What the task asks: Every entry below should be reproduced exactly; no picture is to be included.

Records:
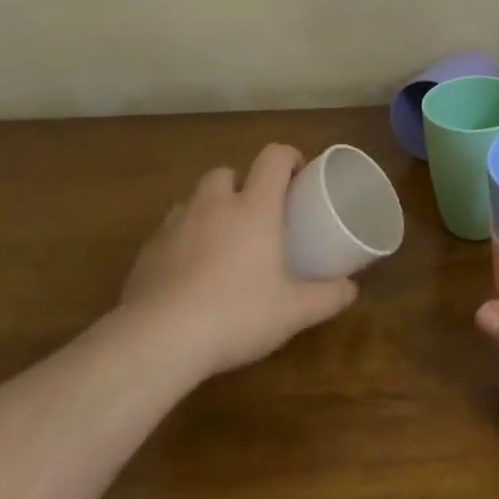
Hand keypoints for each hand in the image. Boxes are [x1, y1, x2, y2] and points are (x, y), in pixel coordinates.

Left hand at [118, 144, 357, 383]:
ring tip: (222, 240)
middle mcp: (214, 205)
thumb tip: (352, 289)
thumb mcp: (293, 311)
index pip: (273, 158)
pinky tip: (189, 271)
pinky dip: (182, 238)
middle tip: (257, 213)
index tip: (299, 175)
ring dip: (210, 209)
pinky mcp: (147, 251)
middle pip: (227, 172)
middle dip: (242, 184)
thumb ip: (327, 297)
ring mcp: (175, 226)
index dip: (289, 157)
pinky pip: (169, 230)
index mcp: (254, 208)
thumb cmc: (236, 314)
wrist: (157, 341)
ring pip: (194, 199)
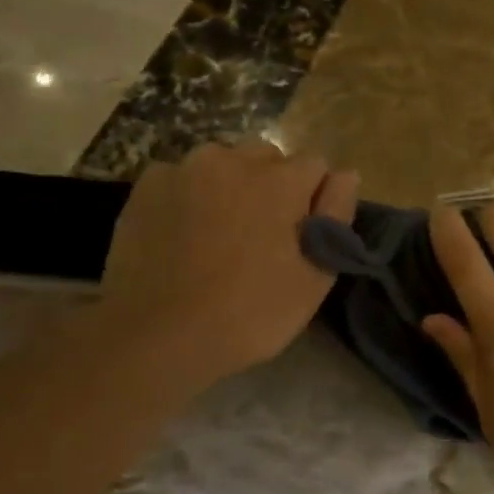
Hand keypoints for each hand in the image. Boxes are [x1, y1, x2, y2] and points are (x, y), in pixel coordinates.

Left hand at [99, 142, 358, 382]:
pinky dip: (190, 195)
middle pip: (269, 158)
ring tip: (219, 233)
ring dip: (230, 185)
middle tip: (261, 235)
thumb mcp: (314, 276)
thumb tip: (346, 174)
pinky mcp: (147, 185)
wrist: (157, 335)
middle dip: (273, 185)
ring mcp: (185, 169)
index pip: (316, 165)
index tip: (302, 234)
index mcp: (281, 180)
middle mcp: (234, 159)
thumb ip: (336, 215)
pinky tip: (183, 233)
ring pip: (224, 163)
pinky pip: (183, 177)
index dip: (314, 198)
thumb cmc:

Problem solution:
Hand keypoints for each hand in the image. Boxes are [x1, y1, x2, y2] and points are (x, y), in pixel coordinates.

Left hand at [118, 144, 357, 383]:
ring tip: (222, 240)
middle mcp: (214, 205)
thumb tip: (352, 289)
thumb mcp: (293, 311)
index pip: (273, 158)
pinky tip: (189, 271)
pinky dip: (182, 238)
middle tip: (257, 213)
index tip: (299, 175)
ring dip: (210, 209)
pinky mcp: (147, 251)
middle pip: (227, 172)
middle dip: (242, 184)
thumb ip: (327, 297)
ring mcp: (175, 226)
index dip: (289, 157)
pinky pip: (169, 230)
index mcp: (254, 208)
thumb cmc: (236, 314)
wrist: (157, 341)
ring pip: (194, 199)
Hand keypoints for each hand in the image. Boxes are [x1, y1, x2, y2] and points are (x, y), in pixel coordinates.

Left hand at [99, 142, 358, 382]:
pinky dip: (190, 195)
middle pip: (269, 158)
ring tip: (219, 233)
ring dip: (230, 185)
middle tip: (261, 235)
thumb mcp: (314, 276)
thumb tip: (346, 174)
pinky mcp: (147, 185)
wrist: (157, 335)
middle dip: (273, 185)
ring mcp: (185, 169)
index pip: (316, 165)
index tip: (302, 234)
index mcp: (281, 180)
middle mcp: (234, 159)
thumb ip: (336, 215)
pinky tip: (183, 233)
ring pip: (224, 163)
pinky pip: (183, 177)
index dip: (314, 198)
thumb cmc:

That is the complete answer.